§ **EXERCISE**
Repeat, word for word, all the data that follows, and exclude the pictures.

(Collected data entries)
----------------------------------------

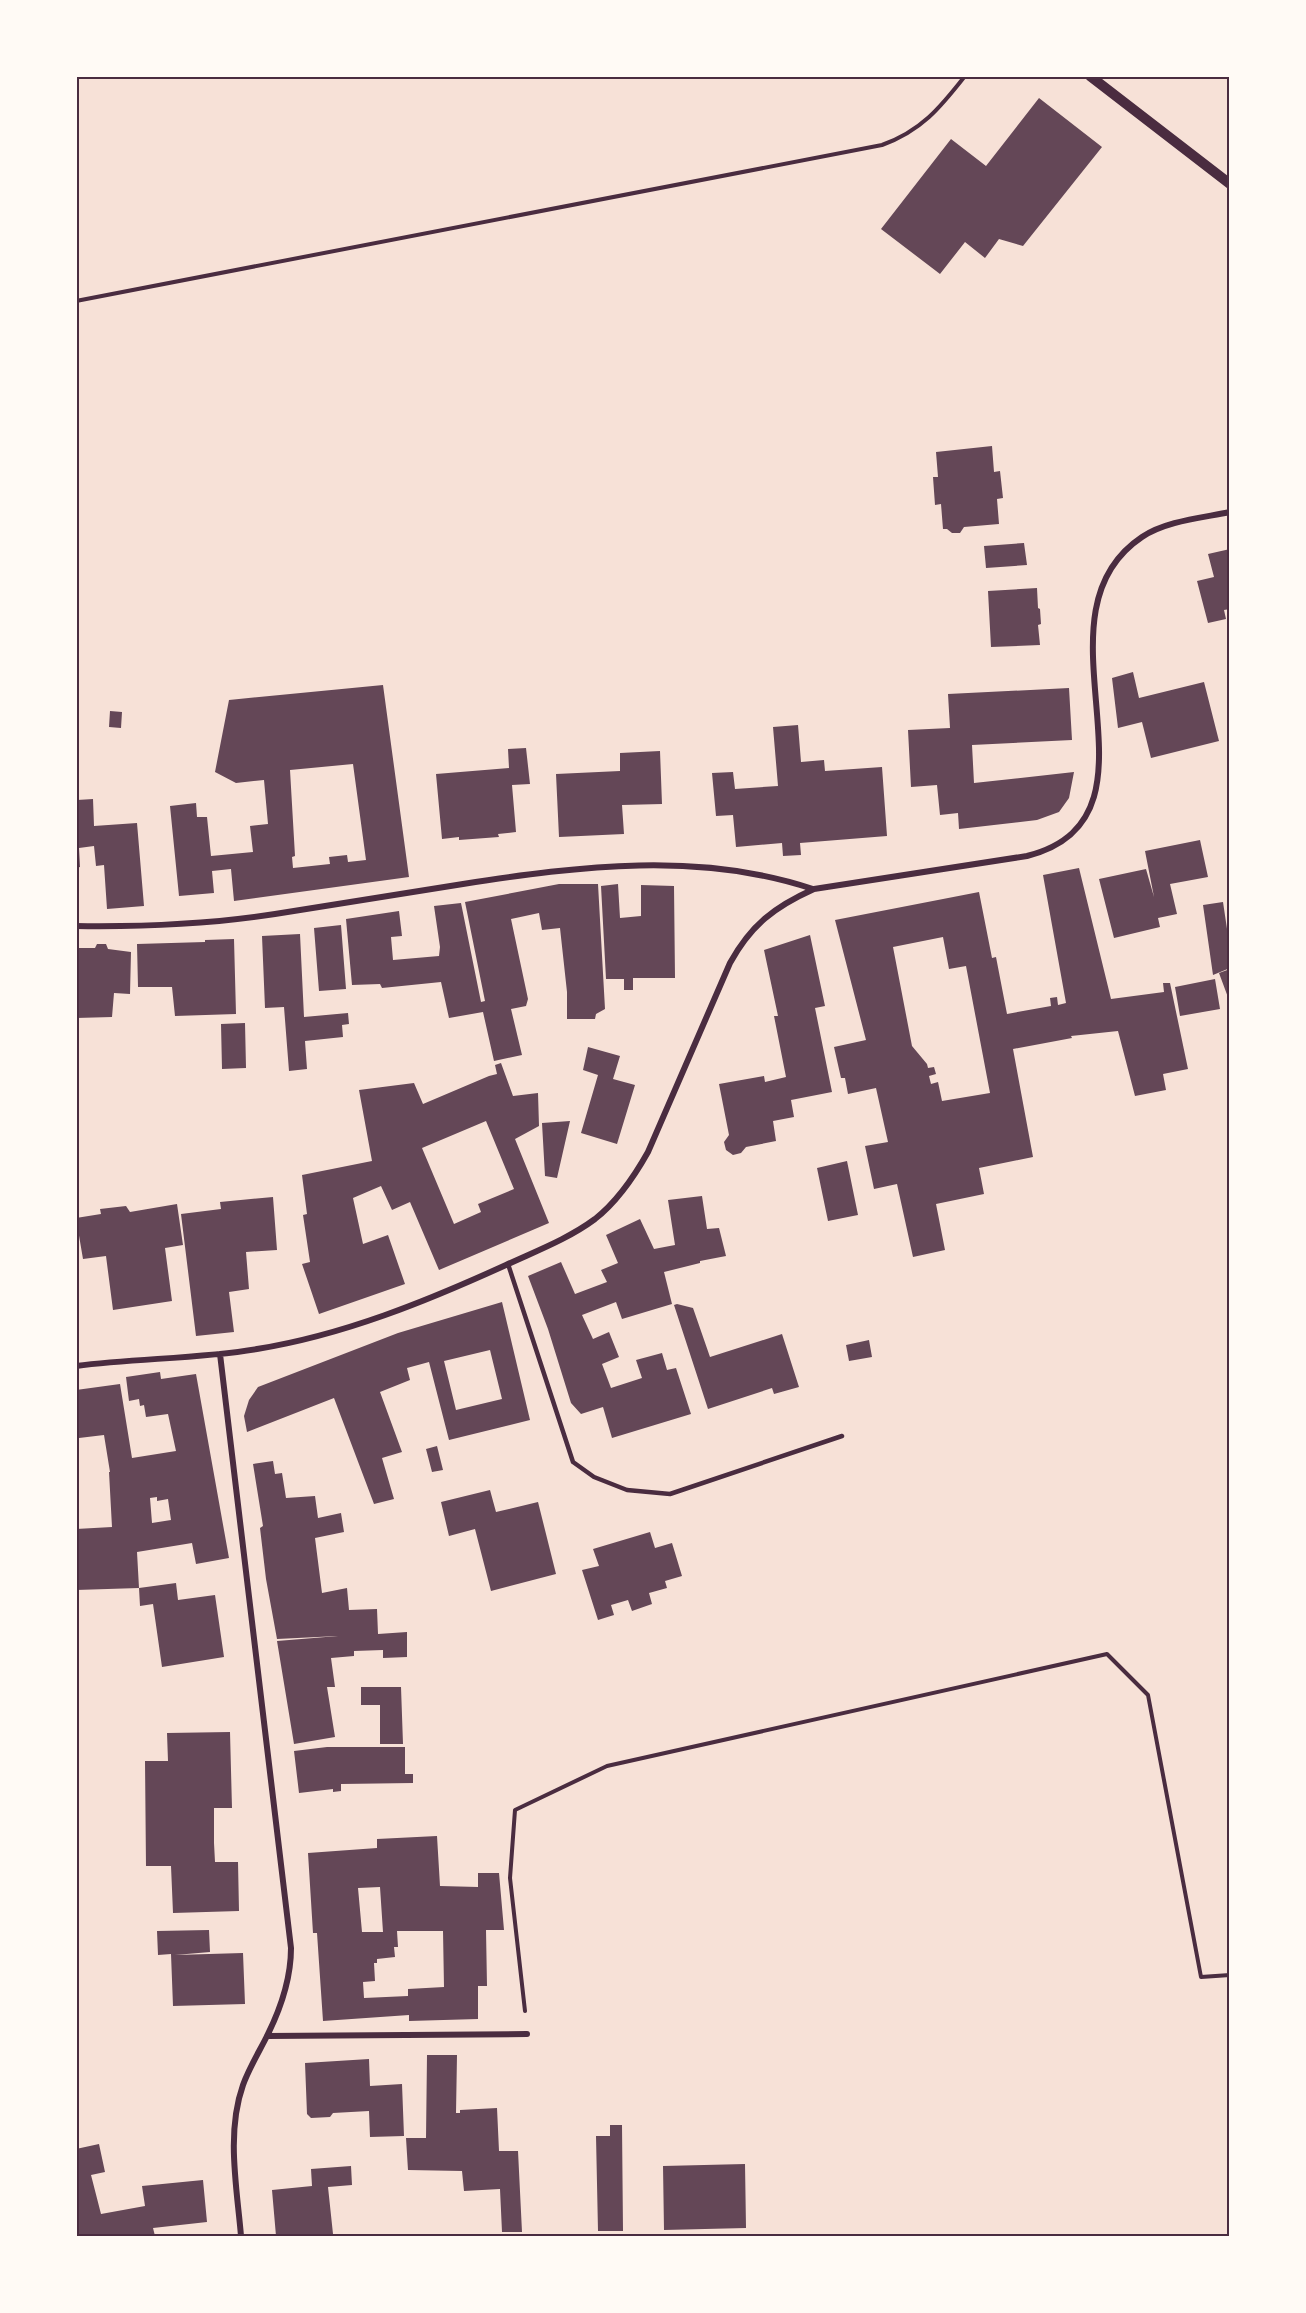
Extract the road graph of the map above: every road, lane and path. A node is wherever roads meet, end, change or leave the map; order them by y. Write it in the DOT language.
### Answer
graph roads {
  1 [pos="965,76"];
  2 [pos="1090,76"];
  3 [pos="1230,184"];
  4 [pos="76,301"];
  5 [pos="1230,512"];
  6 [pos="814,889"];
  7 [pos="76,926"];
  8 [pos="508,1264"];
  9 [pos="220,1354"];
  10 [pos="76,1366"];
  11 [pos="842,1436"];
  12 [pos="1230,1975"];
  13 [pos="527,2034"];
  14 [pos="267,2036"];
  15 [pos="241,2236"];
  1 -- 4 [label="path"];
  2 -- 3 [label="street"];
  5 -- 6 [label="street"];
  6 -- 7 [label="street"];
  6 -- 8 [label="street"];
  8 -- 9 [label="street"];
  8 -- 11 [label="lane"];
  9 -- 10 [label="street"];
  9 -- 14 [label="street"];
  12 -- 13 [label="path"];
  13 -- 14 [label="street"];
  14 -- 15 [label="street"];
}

----------------------------------------

§ **ANSWER AREA**
Extract the road graph of the map above: every road, lane and path. A node is wherever roads meet, end, change or leave the map; order them by y. Write it in the DOT language.
### Answer
graph roads {
  1 [pos="965,76"];
  2 [pos="1090,76"];
  3 [pos="1230,184"];
  4 [pos="76,301"];
  5 [pos="1230,512"];
  6 [pos="814,889"];
  7 [pos="76,926"];
  8 [pos="508,1264"];
  9 [pos="220,1354"];
  10 [pos="76,1366"];
  11 [pos="842,1436"];
  12 [pos="1230,1975"];
  13 [pos="527,2034"];
  14 [pos="267,2036"];
  15 [pos="241,2236"];
  1 -- 4 [label="path"];
  2 -- 3 [label="street"];
  5 -- 6 [label="street"];
  6 -- 7 [label="street"];
  6 -- 8 [label="street"];
  8 -- 9 [label="street"];
  8 -- 11 [label="lane"];
  9 -- 10 [label="street"];
  9 -- 14 [label="street"];
  12 -- 13 [label="path"];
  13 -- 14 [label="street"];
  14 -- 15 [label="street"];
}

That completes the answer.